■ **Goal of the exercise**
Give back the data in full. Leave nothing out.
*** Opening of Dataset records ***
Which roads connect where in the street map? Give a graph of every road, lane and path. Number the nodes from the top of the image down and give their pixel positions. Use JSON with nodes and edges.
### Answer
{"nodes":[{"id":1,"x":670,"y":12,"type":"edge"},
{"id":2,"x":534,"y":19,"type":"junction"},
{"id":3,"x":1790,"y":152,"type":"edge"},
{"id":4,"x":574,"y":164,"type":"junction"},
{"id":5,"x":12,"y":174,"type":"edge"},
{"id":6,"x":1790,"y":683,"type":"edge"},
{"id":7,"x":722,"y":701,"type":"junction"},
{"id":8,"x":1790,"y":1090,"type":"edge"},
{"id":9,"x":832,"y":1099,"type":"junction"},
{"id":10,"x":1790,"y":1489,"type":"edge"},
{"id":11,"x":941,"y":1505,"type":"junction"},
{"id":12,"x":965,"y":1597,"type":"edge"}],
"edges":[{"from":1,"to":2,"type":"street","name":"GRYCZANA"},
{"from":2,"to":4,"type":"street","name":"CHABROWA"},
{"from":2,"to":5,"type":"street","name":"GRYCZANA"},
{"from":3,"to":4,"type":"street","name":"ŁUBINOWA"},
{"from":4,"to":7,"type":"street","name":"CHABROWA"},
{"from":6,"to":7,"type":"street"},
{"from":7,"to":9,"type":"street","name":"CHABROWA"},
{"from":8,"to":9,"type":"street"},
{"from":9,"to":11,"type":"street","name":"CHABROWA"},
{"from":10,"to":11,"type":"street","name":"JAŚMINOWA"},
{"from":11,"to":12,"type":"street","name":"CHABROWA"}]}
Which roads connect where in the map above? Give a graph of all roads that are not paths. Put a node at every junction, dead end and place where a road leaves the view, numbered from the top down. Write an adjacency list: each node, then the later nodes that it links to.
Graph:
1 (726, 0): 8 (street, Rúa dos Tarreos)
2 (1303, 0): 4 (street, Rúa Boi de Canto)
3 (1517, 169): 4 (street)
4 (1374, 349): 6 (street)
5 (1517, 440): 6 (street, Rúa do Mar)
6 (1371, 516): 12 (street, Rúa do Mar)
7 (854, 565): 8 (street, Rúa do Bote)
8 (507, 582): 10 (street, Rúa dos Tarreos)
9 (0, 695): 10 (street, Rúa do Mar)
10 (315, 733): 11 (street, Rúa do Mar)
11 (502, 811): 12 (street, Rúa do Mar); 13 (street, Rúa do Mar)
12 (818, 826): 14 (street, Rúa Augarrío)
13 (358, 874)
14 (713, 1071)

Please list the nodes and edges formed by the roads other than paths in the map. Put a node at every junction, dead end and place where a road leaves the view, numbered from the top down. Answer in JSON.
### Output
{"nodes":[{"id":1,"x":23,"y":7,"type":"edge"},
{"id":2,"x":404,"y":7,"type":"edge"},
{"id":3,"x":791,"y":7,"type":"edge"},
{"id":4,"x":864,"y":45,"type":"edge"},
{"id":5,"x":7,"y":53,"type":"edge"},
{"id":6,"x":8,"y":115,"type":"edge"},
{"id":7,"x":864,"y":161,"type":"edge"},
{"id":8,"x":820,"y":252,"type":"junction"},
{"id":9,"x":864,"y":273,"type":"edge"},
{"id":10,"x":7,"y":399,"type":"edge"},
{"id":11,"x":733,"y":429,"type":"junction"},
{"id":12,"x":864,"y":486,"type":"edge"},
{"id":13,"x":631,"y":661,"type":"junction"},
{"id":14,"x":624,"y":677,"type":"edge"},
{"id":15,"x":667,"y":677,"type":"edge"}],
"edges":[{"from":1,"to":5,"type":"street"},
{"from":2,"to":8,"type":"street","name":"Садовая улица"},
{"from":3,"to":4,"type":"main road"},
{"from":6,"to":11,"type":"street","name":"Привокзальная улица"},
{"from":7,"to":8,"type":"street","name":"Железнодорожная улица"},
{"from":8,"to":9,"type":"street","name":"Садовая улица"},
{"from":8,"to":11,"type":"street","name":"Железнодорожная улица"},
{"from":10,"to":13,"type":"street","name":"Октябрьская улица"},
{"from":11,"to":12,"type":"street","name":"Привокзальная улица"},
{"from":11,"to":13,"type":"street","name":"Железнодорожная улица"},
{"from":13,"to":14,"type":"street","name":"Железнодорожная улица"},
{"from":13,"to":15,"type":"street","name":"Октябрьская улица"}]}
*** Close of Dataset records ***
■ **Worked solution**
Which roads connect where in the street map? Give a graph of every road, lane and path. Number the nodes from the top of the image down and give their pixel positions. Use JSON with nodes and edges.
### Answer
{"nodes":[{"id":1,"x":670,"y":12,"type":"edge"},
{"id":2,"x":534,"y":19,"type":"junction"},
{"id":3,"x":1790,"y":152,"type":"edge"},
{"id":4,"x":574,"y":164,"type":"junction"},
{"id":5,"x":12,"y":174,"type":"edge"},
{"id":6,"x":1790,"y":683,"type":"edge"},
{"id":7,"x":722,"y":701,"type":"junction"},
{"id":8,"x":1790,"y":1090,"type":"edge"},
{"id":9,"x":832,"y":1099,"type":"junction"},
{"id":10,"x":1790,"y":1489,"type":"edge"},
{"id":11,"x":941,"y":1505,"type":"junction"},
{"id":12,"x":965,"y":1597,"type":"edge"}],
"edges":[{"from":1,"to":2,"type":"street","name":"GRYCZANA"},
{"from":2,"to":4,"type":"street","name":"CHABROWA"},
{"from":2,"to":5,"type":"street","name":"GRYCZANA"},
{"from":3,"to":4,"type":"street","name":"ŁUBINOWA"},
{"from":4,"to":7,"type":"street","name":"CHABROWA"},
{"from":6,"to":7,"type":"street"},
{"from":7,"to":9,"type":"street","name":"CHABROWA"},
{"from":8,"to":9,"type":"street"},
{"from":9,"to":11,"type":"street","name":"CHABROWA"},
{"from":10,"to":11,"type":"street","name":"JAŚMINOWA"},
{"from":11,"to":12,"type":"street","name":"CHABROWA"}]}
Which roads connect where in the map above? Give a graph of all roads that are not paths. Put a node at every junction, dead end and place where a road leaves the view, numbered from the top down. Write an adjacency list: each node, then the later nodes that it links to.
Graph:
1 (726, 0): 8 (street, Rúa dos Tarreos)
2 (1303, 0): 4 (street, Rúa Boi de Canto)
3 (1517, 169): 4 (street)
4 (1374, 349): 6 (street)
5 (1517, 440): 6 (street, Rúa do Mar)
6 (1371, 516): 12 (street, Rúa do Mar)
7 (854, 565): 8 (street, Rúa do Bote)
8 (507, 582): 10 (street, Rúa dos Tarreos)
9 (0, 695): 10 (street, Rúa do Mar)
10 (315, 733): 11 (street, Rúa do Mar)
11 (502, 811): 12 (street, Rúa do Mar); 13 (street, Rúa do Mar)
12 (818, 826): 14 (street, Rúa Augarrío)
13 (358, 874)
14 (713, 1071)

Please list the nodes and edges formed by the roads other than paths in the map. Put a node at every junction, dead end and place where a road leaves the view, numbered from the top down. Answer in JSON.
### Output
{"nodes":[{"id":1,"x":23,"y":7,"type":"edge"},
{"id":2,"x":404,"y":7,"type":"edge"},
{"id":3,"x":791,"y":7,"type":"edge"},
{"id":4,"x":864,"y":45,"type":"edge"},
{"id":5,"x":7,"y":53,"type":"edge"},
{"id":6,"x":8,"y":115,"type":"edge"},
{"id":7,"x":864,"y":161,"type":"edge"},
{"id":8,"x":820,"y":252,"type":"junction"},
{"id":9,"x":864,"y":273,"type":"edge"},
{"id":10,"x":7,"y":399,"type":"edge"},
{"id":11,"x":733,"y":429,"type":"junction"},
{"id":12,"x":864,"y":486,"type":"edge"},
{"id":13,"x":631,"y":661,"type":"junction"},
{"id":14,"x":624,"y":677,"type":"edge"},
{"id":15,"x":667,"y":677,"type":"edge"}],
"edges":[{"from":1,"to":5,"type":"street"},
{"from":2,"to":8,"type":"street","name":"Садовая улица"},
{"from":3,"to":4,"type":"main road"},
{"from":6,"to":11,"type":"street","name":"Привокзальная улица"},
{"from":7,"to":8,"type":"street","name":"Железнодорожная улица"},
{"from":8,"to":9,"type":"street","name":"Садовая улица"},
{"from":8,"to":11,"type":"street","name":"Железнодорожная улица"},
{"from":10,"to":13,"type":"street","name":"Октябрьская улица"},
{"from":11,"to":12,"type":"street","name":"Привокзальная улица"},
{"from":11,"to":13,"type":"street","name":"Железнодорожная улица"},
{"from":13,"to":14,"type":"street","name":"Железнодорожная улица"},
{"from":13,"to":15,"type":"street","name":"Октябрьская улица"}]}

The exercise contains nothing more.